De door appellante subsidiair aangevoerde grief, dat op de vergoedingen in mindering dienen te worden gebracht de door haar gemaakte onkosten als reiskosten, kosten kinderopvang en aanschaf uniform, faalt reeds omdat door appellante weliswaar is gesteld dat zij onkosten heeft gemaakt, doch door haar op geen enkele wijze aannemelijk is gemaakt dan wel anderszins is gebleken of en in welke omvang door haar kosten zijn gemaakt.

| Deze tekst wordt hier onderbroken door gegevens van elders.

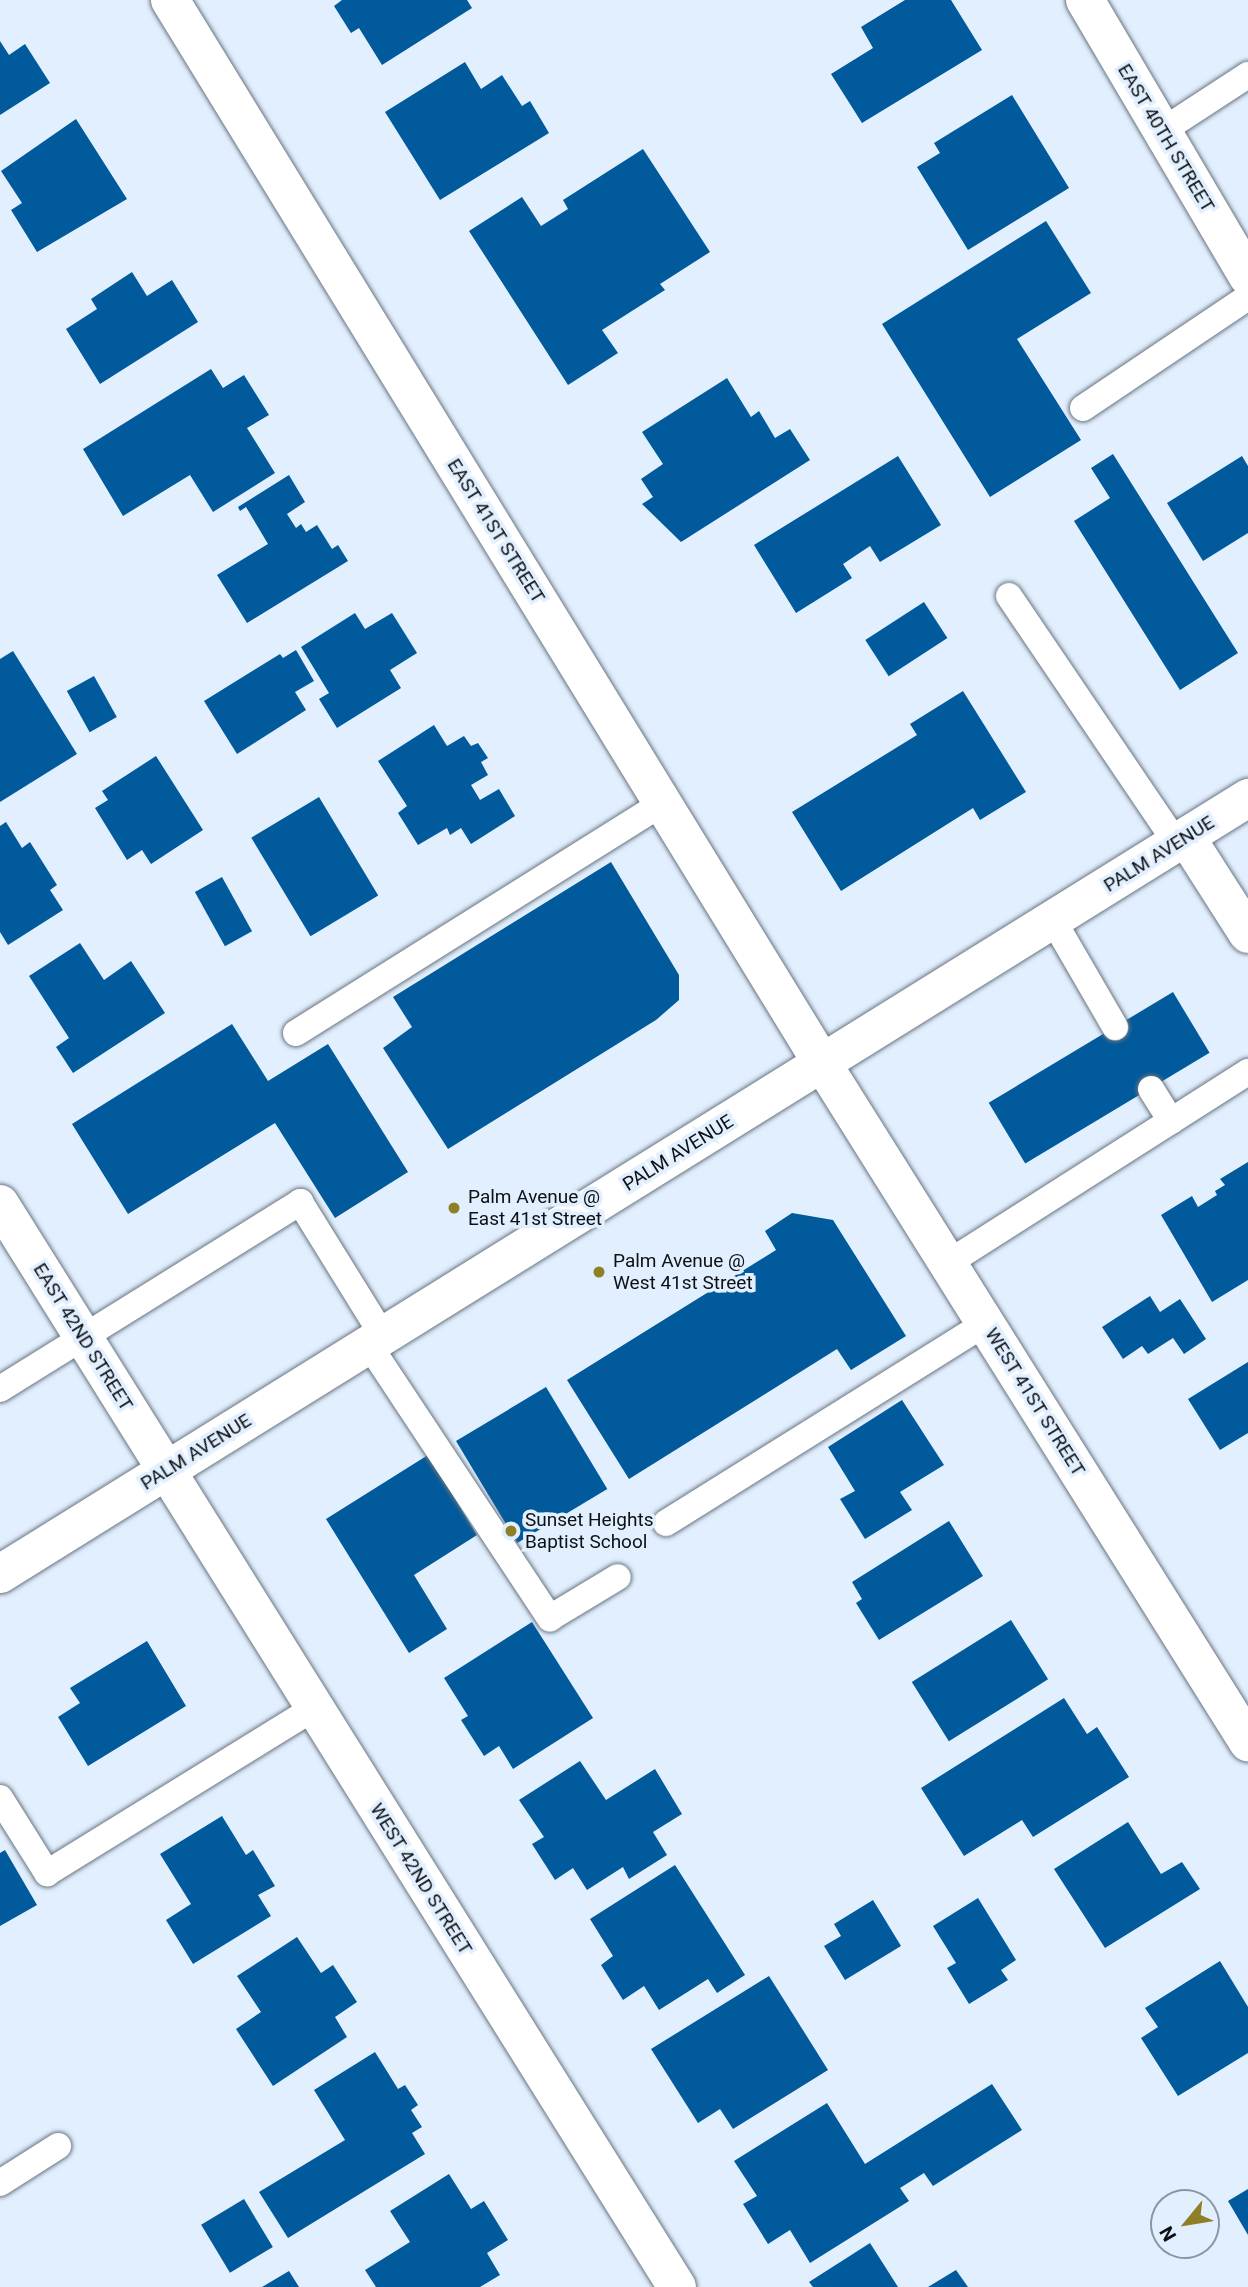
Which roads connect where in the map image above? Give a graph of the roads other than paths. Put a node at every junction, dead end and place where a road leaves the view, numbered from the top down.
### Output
1 (170, 0) edge
2 (1085, 0) edge
3 (1248, 75) edge
4 (1162, 131) junction
5 (1248, 276) edge
6 (1248, 297) edge
7 (1083, 408) dead end
8 (1009, 596) dead end
9 (1248, 798) edge
10 (663, 803) junction
11 (1181, 840) junction
12 (1053, 920) junction
13 (1248, 934) edge
14 (1115, 1027) dead end
15 (296, 1033) dead end
16 (822, 1063) junction
17 (1248, 1072) edge
18 (1152, 1089) dead end
19 (1171, 1121) junction
20 (0, 1204) edge
21 (948, 1264) junction
22 (986, 1323) junction
23 (83, 1337) junction
24 (376, 1340) junction
25 (0, 1389) edge
26 (166, 1471) junction
27 (666, 1523) dead end
28 (0, 1574) edge
29 (618, 1577) dead end
30 (314, 1708) junction
31 (1248, 1742) edge
32 (0, 1798) edge
33 (58, 2146) dead end
34 (0, 2183) edge
35 (677, 2287) edge

1 - 10 street, EAST 41ST STREET
2 - 4 street, EAST 40TH STREET
3 - 4 lane
4 - 5 street, EAST 40TH STREET
6 - 7 lane
8 - 11 lane
9 - 11 street, PALM AVENUE
10 - 15 lane
10 - 16 street, EAST 41ST STREET
11 - 12 street, PALM AVENUE
11 - 13 street
12 - 14 lane
12 - 16 street, PALM AVENUE
16 - 21 street, WEST 41ST STREET
16 - 24 street, PALM AVENUE
17 - 19 lane
18 - 19 lane
19 - 21 lane
20 - 23 street, EAST 42ND STREET
21 - 22 street, WEST 41ST STREET
22 - 27 lane
22 - 31 street, WEST 41ST STREET
23 - 24 lane
23 - 25 lane
23 - 26 street, EAST 42ND STREET
24 - 26 street, PALM AVENUE
24 - 29 lane
26 - 28 street, PALM AVENUE
26 - 30 street, WEST 42ND STREET
30 - 32 lane
30 - 35 street, WEST 42ND STREET
33 - 34 lane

Ook het door appellante gedane beroep op het vertrouwensbeginsel dient te worden verworpen. Zoals de Raad herhaaldelijk tot uitdrukking heeft gebracht kan een beroep op het vertrouwensbeginsel in gevallen als de onderhavige slechts slagen, indien door een tot beslissen bevoegd orgaan ten aanzien van de betrokkene uitdrukkelijke, ondubbelzinnige en ongeclausuleerde toezeggingen zijn gedaan, die bij die betrokkene gerechtvaardigde verwachtingen hebben gewekt. In het onderhavige geding is de Raad van dergelijke toezeggingen niet gebleken. Appellante heeft nog gewezen op een haar in juni 2003 toegezonden brief waaruit een en ander zou blijken, doch de Raad gaat hieraan voorbij nu appellante het bestaan van deze brief niet aannemelijk heeft gemaakt.

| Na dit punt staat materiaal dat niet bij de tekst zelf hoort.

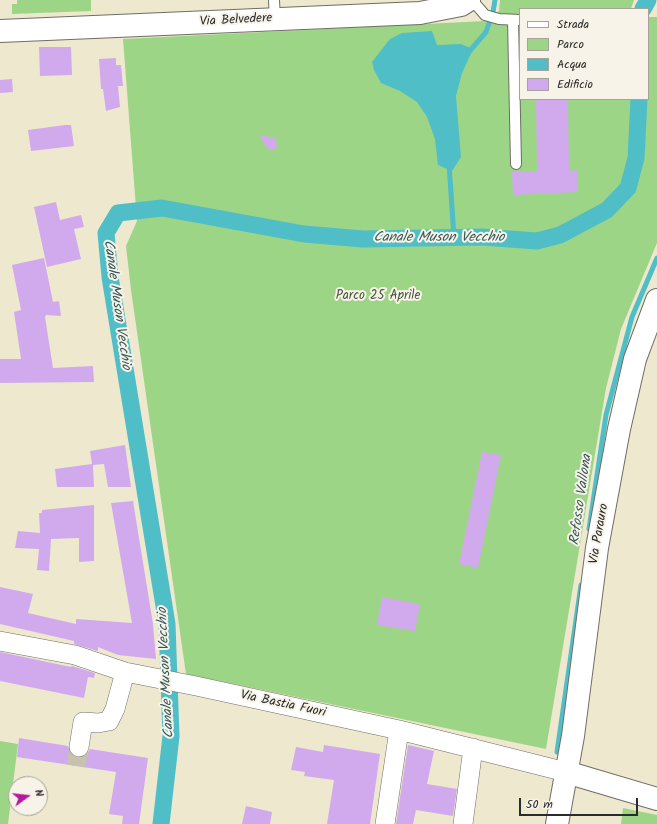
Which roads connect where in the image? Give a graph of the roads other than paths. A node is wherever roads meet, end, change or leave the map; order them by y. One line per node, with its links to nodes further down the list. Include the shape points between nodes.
1 (470, 0): 2 (main road, Via Belvedere, via 460,5 420,13); 3 (lane, via 485,15)
2 (274, 10): 4 (main road, Via Belvedere)
3 (516, 20): 5 (lane)
4 (0, 31)
5 (516, 164)
6 (657, 300): 12 (main road, Via Parauro, via 635,359 619,429 597,548)
7 (0, 641): 8 (street, Via Bastia Fuori, via 75,655)
8 (125, 672): 9 (street, Via Bastia Fuori); 10 (street, via 109,721 83,722)
9 (399, 730): 11 (street, Via Bastia Fuori); 14 (street)
10 (79, 747)
11 (473, 748): 12 (street, Via Bastia Fuori); 15 (street)
12 (566, 772): 13 (main road); 16 (main road, Via Parauro)
13 (657, 799)
14 (385, 824)
15 (463, 824)
16 (557, 824)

Uit het vorenstaande vloeit voort dat het hoger beroep niet kan slagen. De aangevallen uitspraak komt derhalve voor bevestiging in aanmerking.
De Raad acht geen termen aanwezig om toepassing te geven aan artikel 8:75 van de Algemene wet bestuursrecht.
De Centrale Raad van Beroep,
Bevestigt de aangevallen uitspraak.
Deze uitspraak is gedaan door H. Bolt als voorzitter en C.W.J. Schoor en H.G. Rottier als leden. De beslissing is, in tegenwoordigheid van M. Lochs als griffier, uitgesproken in het openbaar op 13 november 2007.